§ **Task**
Return every record in full. Match each one exactly.
Start of The data
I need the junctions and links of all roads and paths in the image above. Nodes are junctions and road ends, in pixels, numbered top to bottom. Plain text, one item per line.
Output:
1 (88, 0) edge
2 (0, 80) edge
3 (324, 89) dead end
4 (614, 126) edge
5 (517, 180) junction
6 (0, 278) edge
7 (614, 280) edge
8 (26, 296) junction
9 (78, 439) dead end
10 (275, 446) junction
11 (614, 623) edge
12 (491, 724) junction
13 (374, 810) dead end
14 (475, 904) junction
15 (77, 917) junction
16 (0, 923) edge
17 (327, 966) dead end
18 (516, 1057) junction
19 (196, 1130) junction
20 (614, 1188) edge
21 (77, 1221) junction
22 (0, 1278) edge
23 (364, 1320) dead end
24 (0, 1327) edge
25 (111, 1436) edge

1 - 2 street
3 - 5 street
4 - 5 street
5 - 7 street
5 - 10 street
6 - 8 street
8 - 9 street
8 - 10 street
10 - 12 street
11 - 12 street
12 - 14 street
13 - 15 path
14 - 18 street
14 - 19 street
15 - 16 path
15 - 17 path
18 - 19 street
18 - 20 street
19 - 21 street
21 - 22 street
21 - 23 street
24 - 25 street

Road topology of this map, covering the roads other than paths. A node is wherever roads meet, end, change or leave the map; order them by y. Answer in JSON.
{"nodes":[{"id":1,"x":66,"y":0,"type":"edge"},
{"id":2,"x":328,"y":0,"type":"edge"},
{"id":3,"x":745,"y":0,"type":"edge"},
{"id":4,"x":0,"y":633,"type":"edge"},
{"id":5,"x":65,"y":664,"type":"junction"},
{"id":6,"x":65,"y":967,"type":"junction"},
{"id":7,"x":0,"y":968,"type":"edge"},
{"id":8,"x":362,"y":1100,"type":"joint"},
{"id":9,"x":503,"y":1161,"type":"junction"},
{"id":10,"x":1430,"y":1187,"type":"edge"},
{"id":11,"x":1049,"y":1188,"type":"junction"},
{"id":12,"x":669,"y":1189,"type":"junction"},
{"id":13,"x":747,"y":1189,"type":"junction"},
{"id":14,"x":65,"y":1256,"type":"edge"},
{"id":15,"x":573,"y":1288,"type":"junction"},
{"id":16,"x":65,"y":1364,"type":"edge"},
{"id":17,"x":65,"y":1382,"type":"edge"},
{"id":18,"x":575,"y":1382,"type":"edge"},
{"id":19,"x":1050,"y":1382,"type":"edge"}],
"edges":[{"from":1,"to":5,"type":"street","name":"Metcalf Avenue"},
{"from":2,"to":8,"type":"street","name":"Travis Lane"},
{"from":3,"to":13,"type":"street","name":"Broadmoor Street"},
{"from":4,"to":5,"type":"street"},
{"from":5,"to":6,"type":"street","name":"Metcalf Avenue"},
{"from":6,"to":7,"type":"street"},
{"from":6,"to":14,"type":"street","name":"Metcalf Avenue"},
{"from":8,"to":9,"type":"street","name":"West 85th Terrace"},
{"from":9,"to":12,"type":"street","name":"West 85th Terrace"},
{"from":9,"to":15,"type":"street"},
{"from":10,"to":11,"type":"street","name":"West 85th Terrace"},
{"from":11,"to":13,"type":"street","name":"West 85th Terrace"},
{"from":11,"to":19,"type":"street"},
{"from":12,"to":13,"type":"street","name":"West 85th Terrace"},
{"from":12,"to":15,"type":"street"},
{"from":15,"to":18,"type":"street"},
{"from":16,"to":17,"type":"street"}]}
End of The data
§ **Answer to this problem**
I need the junctions and links of all roads and paths in the image above. Nodes are junctions and road ends, in pixels, numbered top to bottom. Plain text, one item per line.
Output:
1 (88, 0) edge
2 (0, 80) edge
3 (324, 89) dead end
4 (614, 126) edge
5 (517, 180) junction
6 (0, 278) edge
7 (614, 280) edge
8 (26, 296) junction
9 (78, 439) dead end
10 (275, 446) junction
11 (614, 623) edge
12 (491, 724) junction
13 (374, 810) dead end
14 (475, 904) junction
15 (77, 917) junction
16 (0, 923) edge
17 (327, 966) dead end
18 (516, 1057) junction
19 (196, 1130) junction
20 (614, 1188) edge
21 (77, 1221) junction
22 (0, 1278) edge
23 (364, 1320) dead end
24 (0, 1327) edge
25 (111, 1436) edge

1 - 2 street
3 - 5 street
4 - 5 street
5 - 7 street
5 - 10 street
6 - 8 street
8 - 9 street
8 - 10 street
10 - 12 street
11 - 12 street
12 - 14 street
13 - 15 path
14 - 18 street
14 - 19 street
15 - 16 path
15 - 17 path
18 - 19 street
18 - 20 street
19 - 21 street
21 - 22 street
21 - 23 street
24 - 25 street

Road topology of this map, covering the roads other than paths. A node is wherever roads meet, end, change or leave the map; order them by y. Answer in JSON.
{"nodes":[{"id":1,"x":66,"y":0,"type":"edge"},
{"id":2,"x":328,"y":0,"type":"edge"},
{"id":3,"x":745,"y":0,"type":"edge"},
{"id":4,"x":0,"y":633,"type":"edge"},
{"id":5,"x":65,"y":664,"type":"junction"},
{"id":6,"x":65,"y":967,"type":"junction"},
{"id":7,"x":0,"y":968,"type":"edge"},
{"id":8,"x":362,"y":1100,"type":"joint"},
{"id":9,"x":503,"y":1161,"type":"junction"},
{"id":10,"x":1430,"y":1187,"type":"edge"},
{"id":11,"x":1049,"y":1188,"type":"junction"},
{"id":12,"x":669,"y":1189,"type":"junction"},
{"id":13,"x":747,"y":1189,"type":"junction"},
{"id":14,"x":65,"y":1256,"type":"edge"},
{"id":15,"x":573,"y":1288,"type":"junction"},
{"id":16,"x":65,"y":1364,"type":"edge"},
{"id":17,"x":65,"y":1382,"type":"edge"},
{"id":18,"x":575,"y":1382,"type":"edge"},
{"id":19,"x":1050,"y":1382,"type":"edge"}],
"edges":[{"from":1,"to":5,"type":"street","name":"Metcalf Avenue"},
{"from":2,"to":8,"type":"street","name":"Travis Lane"},
{"from":3,"to":13,"type":"street","name":"Broadmoor Street"},
{"from":4,"to":5,"type":"street"},
{"from":5,"to":6,"type":"street","name":"Metcalf Avenue"},
{"from":6,"to":7,"type":"street"},
{"from":6,"to":14,"type":"street","name":"Metcalf Avenue"},
{"from":8,"to":9,"type":"street","name":"West 85th Terrace"},
{"from":9,"to":12,"type":"street","name":"West 85th Terrace"},
{"from":9,"to":15,"type":"street"},
{"from":10,"to":11,"type":"street","name":"West 85th Terrace"},
{"from":11,"to":13,"type":"street","name":"West 85th Terrace"},
{"from":11,"to":19,"type":"street"},
{"from":12,"to":13,"type":"street","name":"West 85th Terrace"},
{"from":12,"to":15,"type":"street"},
{"from":15,"to":18,"type":"street"},
{"from":16,"to":17,"type":"street"}]}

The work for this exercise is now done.